Çevrenizdeki insanlardan sık sık duyarız: “İnsanlar beni dinlemiyor”, “Ailem beni dinlemiyor, o yüzden de anlamıyor”, “Öğretmenlerin beni dinlemiyorlar. Bu yüzden ne hissettiğimi bilmiyorlar”…
Mevlana’ nın 740 yıl önce yazdığı Mesnevi “dinle” ile başlar.
Sohbet, insana bir şeyler verebilen, bazı şeyleri alıp götüren; konuşmadır. Hasbihâl etmektir. Sohbet ancak dinlemeyle olur. Sohbet, muhabbettir, sevgidir, dostça konuşmadır. Sohbette, sorulu-cevaplı cümlelere yer verilir.
Sohbetin dinlenebilmesi ise ancak az konuşmakla mümkündür. Dinlersek öğreniriz, öğrenirsek anlarız.
İyi bir dinleyici olduğumuzda, insanlara kendileri hakkında konuşma cesareti veririz. Dinlediğimiz insanların kendilerini önemli hissetmelerini sağlarız.
İnsanlar anlatmaya meyillidir, dinlemeye değil. Oysa öğrenmek, anlamak ve empati kurmak için dinlememiz gerekir.
İyi bir dinleyen kişi, karşı tarafta ”anlaşıldım” duygusunu oluşturur. Anlaşılmak, kişinin hayatındaki en temel ihtiyaçlardan birisidir.
Yapılan araştırmalar, kendilerini en mutlu hisseden kişilerin, mutsuz hissedenlere oranla hayatlarında % 25 daha az yalnız kalmış olduklarını gösteriyor.
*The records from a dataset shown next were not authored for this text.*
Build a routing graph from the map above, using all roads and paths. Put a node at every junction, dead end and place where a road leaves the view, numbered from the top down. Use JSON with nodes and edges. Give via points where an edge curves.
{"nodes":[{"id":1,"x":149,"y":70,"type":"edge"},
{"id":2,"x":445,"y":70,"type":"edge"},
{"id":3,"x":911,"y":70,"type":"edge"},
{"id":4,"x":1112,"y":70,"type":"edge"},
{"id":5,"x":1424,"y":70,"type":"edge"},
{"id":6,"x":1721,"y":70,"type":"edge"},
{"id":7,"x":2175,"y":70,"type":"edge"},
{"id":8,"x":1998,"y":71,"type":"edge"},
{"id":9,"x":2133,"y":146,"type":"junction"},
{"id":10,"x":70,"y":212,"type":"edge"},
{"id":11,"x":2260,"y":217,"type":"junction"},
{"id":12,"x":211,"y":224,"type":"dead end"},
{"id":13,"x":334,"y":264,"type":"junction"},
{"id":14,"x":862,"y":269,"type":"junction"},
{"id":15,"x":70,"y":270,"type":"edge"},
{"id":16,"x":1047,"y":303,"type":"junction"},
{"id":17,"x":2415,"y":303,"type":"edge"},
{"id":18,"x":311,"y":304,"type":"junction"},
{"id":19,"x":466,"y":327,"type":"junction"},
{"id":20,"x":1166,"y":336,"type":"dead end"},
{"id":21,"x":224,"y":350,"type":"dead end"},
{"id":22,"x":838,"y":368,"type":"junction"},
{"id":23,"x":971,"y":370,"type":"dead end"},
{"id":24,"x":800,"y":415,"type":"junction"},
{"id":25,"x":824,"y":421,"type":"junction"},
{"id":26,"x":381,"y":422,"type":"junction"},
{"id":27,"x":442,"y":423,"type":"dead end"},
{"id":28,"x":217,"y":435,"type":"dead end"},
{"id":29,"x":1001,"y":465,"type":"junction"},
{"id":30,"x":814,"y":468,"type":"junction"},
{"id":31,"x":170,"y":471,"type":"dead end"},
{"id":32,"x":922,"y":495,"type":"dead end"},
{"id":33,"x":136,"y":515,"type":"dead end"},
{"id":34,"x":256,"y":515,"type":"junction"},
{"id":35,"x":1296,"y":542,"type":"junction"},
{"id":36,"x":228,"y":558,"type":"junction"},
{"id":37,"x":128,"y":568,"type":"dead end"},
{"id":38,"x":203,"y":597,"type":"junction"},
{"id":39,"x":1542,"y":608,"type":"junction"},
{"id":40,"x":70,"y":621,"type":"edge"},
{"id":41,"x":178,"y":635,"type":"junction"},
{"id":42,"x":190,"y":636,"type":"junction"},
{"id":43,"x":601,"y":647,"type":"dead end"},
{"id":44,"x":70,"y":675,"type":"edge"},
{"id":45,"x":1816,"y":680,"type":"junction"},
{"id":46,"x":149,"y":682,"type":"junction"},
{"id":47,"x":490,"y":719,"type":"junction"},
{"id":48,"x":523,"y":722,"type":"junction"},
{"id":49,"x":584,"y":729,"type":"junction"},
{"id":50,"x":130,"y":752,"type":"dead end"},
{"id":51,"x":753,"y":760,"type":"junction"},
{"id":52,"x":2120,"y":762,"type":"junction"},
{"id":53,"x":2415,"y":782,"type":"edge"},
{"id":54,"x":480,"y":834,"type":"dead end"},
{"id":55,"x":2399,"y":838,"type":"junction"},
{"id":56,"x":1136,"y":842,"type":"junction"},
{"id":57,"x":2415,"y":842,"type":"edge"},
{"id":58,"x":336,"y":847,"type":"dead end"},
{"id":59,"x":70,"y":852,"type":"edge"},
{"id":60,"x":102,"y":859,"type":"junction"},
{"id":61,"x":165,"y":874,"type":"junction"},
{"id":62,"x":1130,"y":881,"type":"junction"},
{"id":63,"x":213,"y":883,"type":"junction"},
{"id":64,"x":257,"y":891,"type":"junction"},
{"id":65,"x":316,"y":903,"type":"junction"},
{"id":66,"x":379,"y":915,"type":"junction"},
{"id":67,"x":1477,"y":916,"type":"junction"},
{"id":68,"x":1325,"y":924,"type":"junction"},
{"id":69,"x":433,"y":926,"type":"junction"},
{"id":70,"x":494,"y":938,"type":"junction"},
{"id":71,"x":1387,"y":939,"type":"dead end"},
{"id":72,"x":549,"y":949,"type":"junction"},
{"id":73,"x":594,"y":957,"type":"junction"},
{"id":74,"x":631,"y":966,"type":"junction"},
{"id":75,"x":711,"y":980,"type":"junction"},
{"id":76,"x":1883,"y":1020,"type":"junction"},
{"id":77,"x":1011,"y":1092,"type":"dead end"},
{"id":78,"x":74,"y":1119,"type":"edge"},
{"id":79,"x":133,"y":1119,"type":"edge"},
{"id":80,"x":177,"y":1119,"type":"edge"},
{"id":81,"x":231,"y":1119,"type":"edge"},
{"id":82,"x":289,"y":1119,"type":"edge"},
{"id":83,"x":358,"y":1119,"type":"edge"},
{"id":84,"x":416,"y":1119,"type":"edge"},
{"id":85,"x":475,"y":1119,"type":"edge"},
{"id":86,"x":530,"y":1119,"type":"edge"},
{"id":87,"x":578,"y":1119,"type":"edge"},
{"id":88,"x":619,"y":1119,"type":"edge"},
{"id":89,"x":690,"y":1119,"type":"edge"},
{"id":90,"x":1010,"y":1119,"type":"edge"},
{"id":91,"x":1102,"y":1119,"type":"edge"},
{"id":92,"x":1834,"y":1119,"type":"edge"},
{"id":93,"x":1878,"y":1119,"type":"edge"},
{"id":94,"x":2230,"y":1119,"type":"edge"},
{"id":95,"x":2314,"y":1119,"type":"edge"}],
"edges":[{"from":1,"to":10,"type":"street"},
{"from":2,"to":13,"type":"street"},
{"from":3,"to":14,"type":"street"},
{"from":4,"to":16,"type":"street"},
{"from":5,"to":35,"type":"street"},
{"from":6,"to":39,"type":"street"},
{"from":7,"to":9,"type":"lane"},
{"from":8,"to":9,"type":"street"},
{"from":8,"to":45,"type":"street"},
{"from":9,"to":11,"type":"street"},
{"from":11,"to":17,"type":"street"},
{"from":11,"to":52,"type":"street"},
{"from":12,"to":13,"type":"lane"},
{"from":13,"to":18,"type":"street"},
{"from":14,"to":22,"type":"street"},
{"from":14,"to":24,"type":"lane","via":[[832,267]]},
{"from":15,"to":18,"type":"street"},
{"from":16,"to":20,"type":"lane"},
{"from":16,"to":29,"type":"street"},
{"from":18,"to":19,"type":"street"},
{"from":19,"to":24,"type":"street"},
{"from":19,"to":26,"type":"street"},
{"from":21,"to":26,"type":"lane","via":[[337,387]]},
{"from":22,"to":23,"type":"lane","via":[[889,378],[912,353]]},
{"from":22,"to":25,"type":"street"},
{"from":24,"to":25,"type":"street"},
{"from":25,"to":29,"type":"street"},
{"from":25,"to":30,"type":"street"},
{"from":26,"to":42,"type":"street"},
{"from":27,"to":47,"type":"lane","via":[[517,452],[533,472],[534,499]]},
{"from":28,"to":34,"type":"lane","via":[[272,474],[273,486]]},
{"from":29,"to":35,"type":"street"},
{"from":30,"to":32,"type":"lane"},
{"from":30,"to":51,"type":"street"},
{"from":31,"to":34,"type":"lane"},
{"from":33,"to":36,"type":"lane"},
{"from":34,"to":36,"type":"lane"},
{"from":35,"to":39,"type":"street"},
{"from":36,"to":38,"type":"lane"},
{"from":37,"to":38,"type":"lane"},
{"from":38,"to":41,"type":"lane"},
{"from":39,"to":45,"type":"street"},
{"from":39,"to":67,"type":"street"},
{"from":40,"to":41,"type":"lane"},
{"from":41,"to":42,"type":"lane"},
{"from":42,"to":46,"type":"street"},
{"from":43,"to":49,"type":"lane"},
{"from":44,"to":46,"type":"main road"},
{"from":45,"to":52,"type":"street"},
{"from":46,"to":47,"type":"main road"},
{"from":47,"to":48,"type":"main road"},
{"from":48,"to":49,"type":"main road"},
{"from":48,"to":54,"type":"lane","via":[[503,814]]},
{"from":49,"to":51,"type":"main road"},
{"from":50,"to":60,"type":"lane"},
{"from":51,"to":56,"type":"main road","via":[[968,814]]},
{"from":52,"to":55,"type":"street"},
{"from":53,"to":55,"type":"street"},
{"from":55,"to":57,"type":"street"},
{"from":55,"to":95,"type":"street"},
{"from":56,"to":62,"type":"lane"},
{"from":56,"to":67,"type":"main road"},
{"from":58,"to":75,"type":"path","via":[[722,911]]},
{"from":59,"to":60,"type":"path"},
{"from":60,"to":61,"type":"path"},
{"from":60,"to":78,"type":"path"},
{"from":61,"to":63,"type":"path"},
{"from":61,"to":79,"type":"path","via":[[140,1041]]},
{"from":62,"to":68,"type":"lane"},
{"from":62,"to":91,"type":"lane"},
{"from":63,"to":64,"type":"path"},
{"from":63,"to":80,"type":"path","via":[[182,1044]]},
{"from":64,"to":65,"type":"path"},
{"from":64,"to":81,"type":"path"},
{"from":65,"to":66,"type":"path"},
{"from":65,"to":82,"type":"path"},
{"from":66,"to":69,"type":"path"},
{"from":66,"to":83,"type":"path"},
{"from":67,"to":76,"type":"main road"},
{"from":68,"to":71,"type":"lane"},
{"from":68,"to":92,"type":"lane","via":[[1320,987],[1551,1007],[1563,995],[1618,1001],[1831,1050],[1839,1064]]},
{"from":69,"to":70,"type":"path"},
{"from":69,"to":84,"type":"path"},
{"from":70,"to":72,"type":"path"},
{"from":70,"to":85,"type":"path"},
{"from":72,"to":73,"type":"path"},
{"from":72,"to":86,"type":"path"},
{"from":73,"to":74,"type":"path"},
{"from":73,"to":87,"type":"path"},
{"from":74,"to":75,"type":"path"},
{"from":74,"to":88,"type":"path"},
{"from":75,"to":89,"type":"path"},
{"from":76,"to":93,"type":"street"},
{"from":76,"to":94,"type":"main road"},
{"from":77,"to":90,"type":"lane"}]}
Aynı araştırmalar mutluların, başkalarıyla % 70 oranında daha fazla sohbet etiklerine işaret ediyor.
Bu sohbetler de anlamlı, derin ve verimlidir. Mutlu insanlar, mutsuzların üçte biri kadar içi boş konuşmalar yapmışlardır ( Metin Hara, İyiliğin Bilim Hali, s. 38).
İyi bir ruh halinde olduğumuz zaman karşımızdakine inanmak isteriz. Kötü bir ruh halinde olduğumuz zaman da ise karşımızdakinin sözlerinde doğru olandan daha çok yanlış olanları duyarız. Ayrıca üzgün ruh halinde olduğumuz zaman hep olumsuz hatıralar aklımıza gelir.
Acaba kötü ruh halinde olduğumuz için mi başkalarının hep kusurlarına yoğunlaşıyoruz. Bu yüzden mi derin ve verimli sohbetler yapamıyoruz? Derin sohbet yapamadığımız için mi çoğu zaman kendimizi değersiz hissediyoruz?
“Büyük insanlar dinlemeyi, küçük insanlar konuşmayı tekeline alırlar” der David J. SCHWADTZ .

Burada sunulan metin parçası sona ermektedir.